▶ _Records provided_:
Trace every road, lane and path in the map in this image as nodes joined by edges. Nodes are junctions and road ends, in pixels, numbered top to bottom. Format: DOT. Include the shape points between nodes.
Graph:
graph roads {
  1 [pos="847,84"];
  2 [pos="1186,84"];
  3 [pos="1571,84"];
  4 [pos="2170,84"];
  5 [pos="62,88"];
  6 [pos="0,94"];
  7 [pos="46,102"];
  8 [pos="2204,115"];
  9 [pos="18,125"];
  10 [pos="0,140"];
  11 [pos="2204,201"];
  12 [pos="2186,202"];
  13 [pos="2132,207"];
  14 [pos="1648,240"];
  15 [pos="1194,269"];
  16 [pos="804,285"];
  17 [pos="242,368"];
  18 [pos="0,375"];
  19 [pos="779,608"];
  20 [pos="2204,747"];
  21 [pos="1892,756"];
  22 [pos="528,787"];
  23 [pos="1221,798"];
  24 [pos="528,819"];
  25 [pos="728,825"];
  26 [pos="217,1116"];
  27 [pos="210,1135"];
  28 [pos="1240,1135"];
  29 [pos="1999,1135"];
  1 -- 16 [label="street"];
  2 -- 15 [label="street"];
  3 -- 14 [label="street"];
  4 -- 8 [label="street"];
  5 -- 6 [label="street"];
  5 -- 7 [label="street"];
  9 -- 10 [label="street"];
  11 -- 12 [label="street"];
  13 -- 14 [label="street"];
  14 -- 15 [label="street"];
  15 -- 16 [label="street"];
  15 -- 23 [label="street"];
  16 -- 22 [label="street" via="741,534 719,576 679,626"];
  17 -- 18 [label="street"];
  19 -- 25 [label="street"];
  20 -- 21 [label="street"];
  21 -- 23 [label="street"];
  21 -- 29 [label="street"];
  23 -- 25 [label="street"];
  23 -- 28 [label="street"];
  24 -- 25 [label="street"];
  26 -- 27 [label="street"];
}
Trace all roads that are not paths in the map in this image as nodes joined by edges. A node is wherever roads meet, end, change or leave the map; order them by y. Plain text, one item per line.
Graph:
...
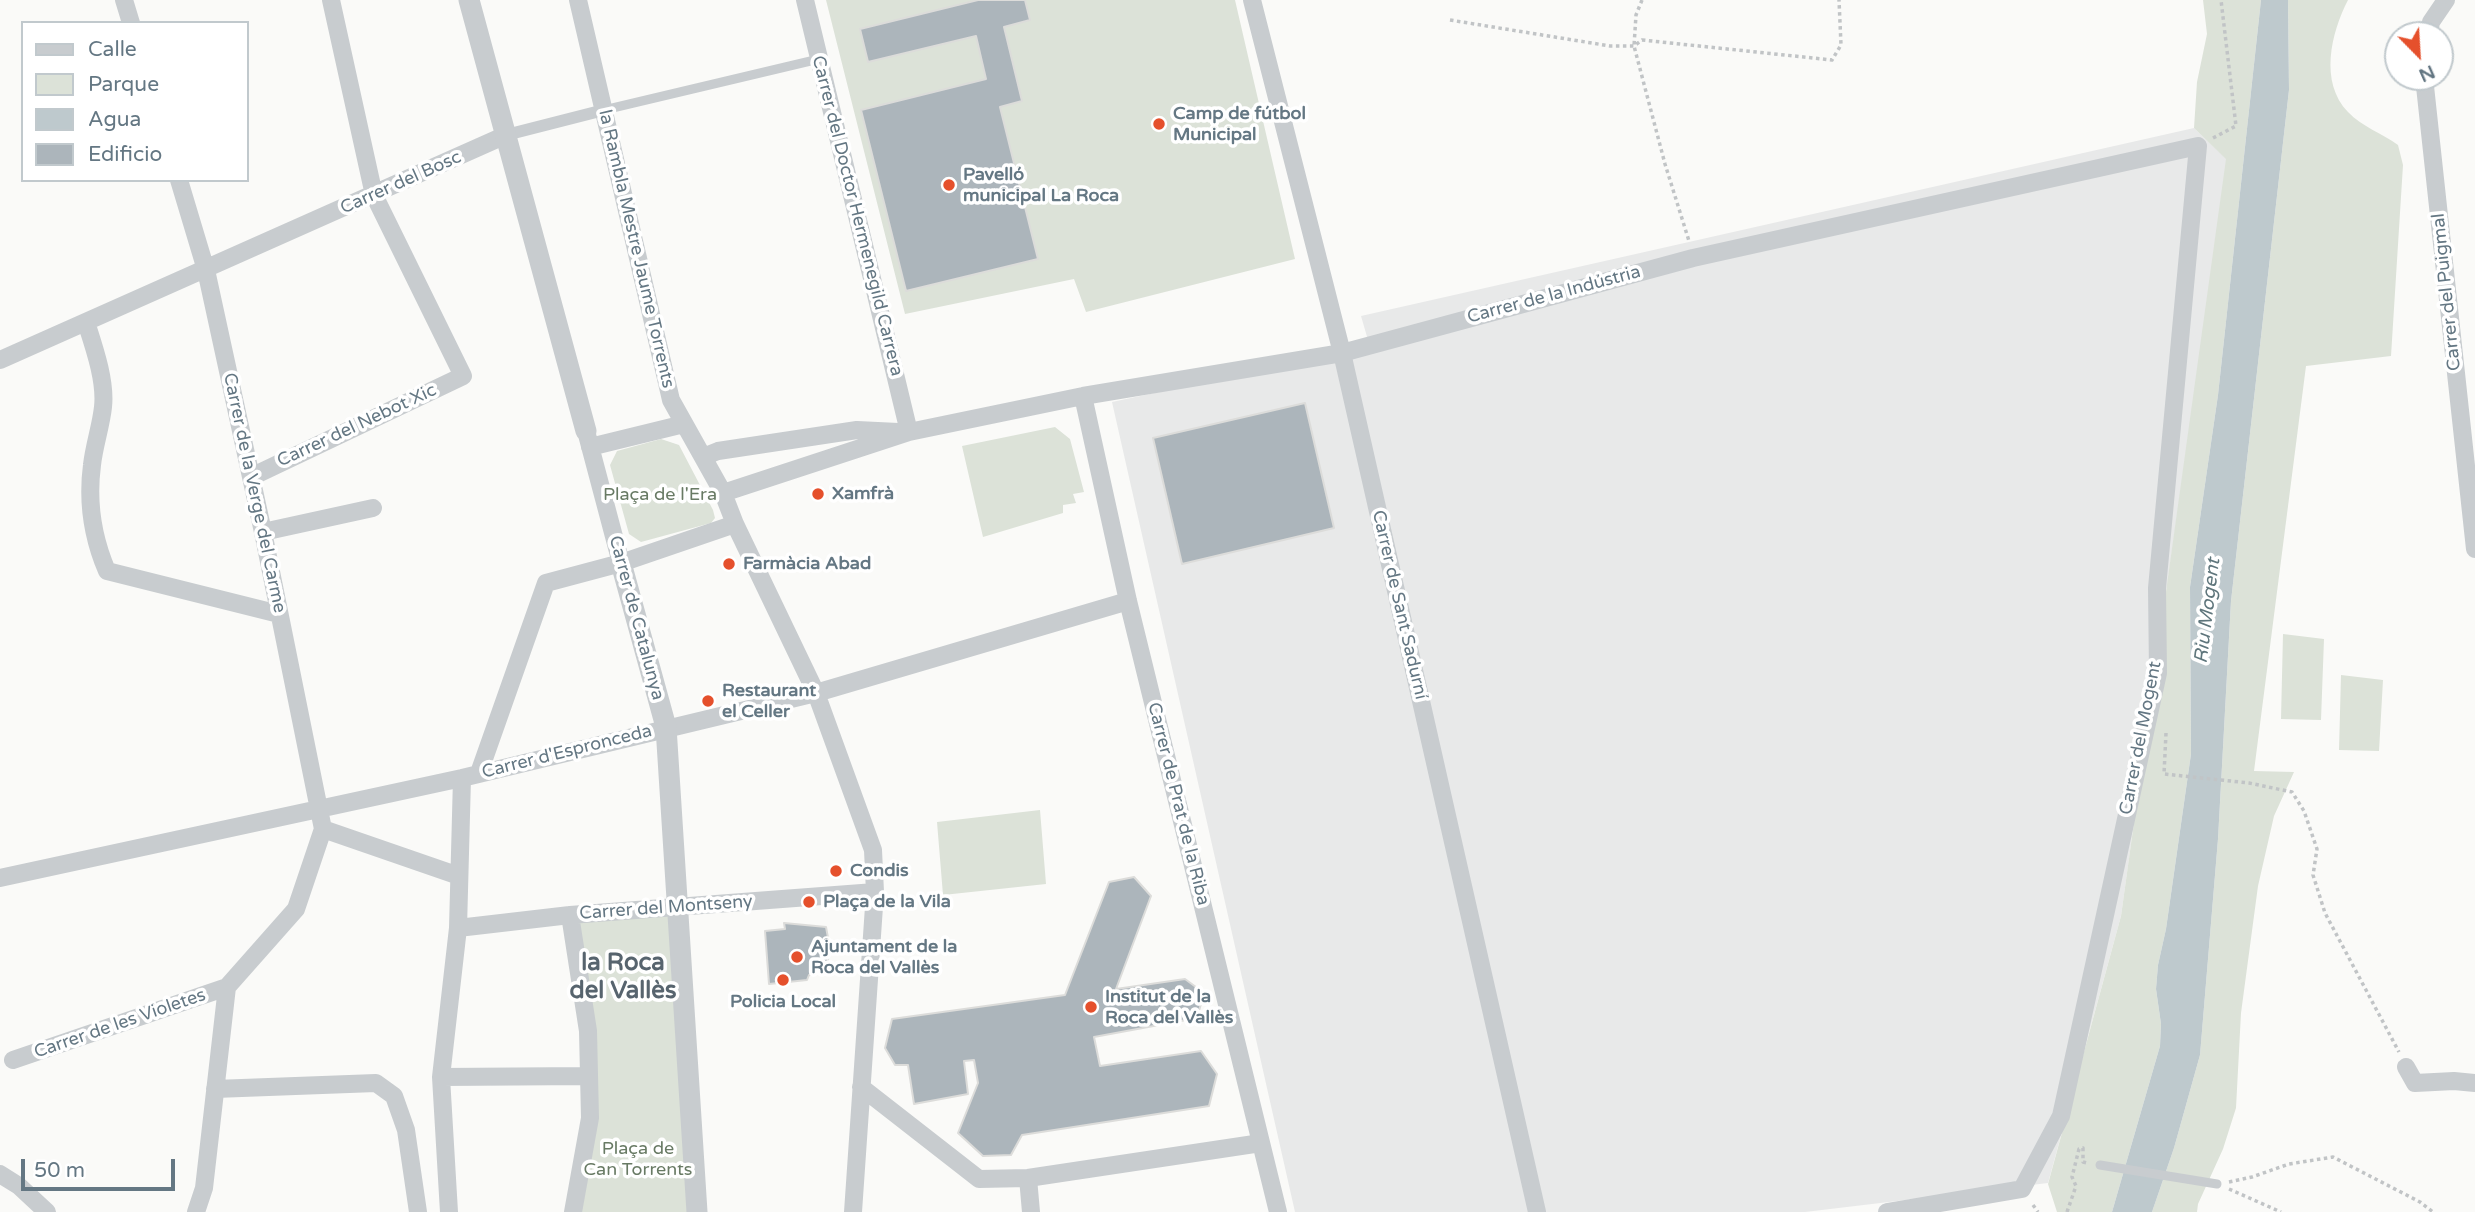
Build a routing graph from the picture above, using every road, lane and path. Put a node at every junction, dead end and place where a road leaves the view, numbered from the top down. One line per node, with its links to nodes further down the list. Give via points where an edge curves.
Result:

▶ _What you are asked to do_:
Each line in the listing where the word "numbered" is found is to be copied.

▶ _Answer to this problem_:
Trace every road, lane and path in the map in this image as nodes joined by edges. Nodes are junctions and road ends, in pixels, numbered top to bottom. Format: DOT. Include the shape points between nodes.
Build a routing graph from the picture above, using every road, lane and path. Put a node at every junction, dead end and place where a road leaves the view, numbered from the top down. One line per node, with its links to nodes further down the list. Give via points where an edge curves.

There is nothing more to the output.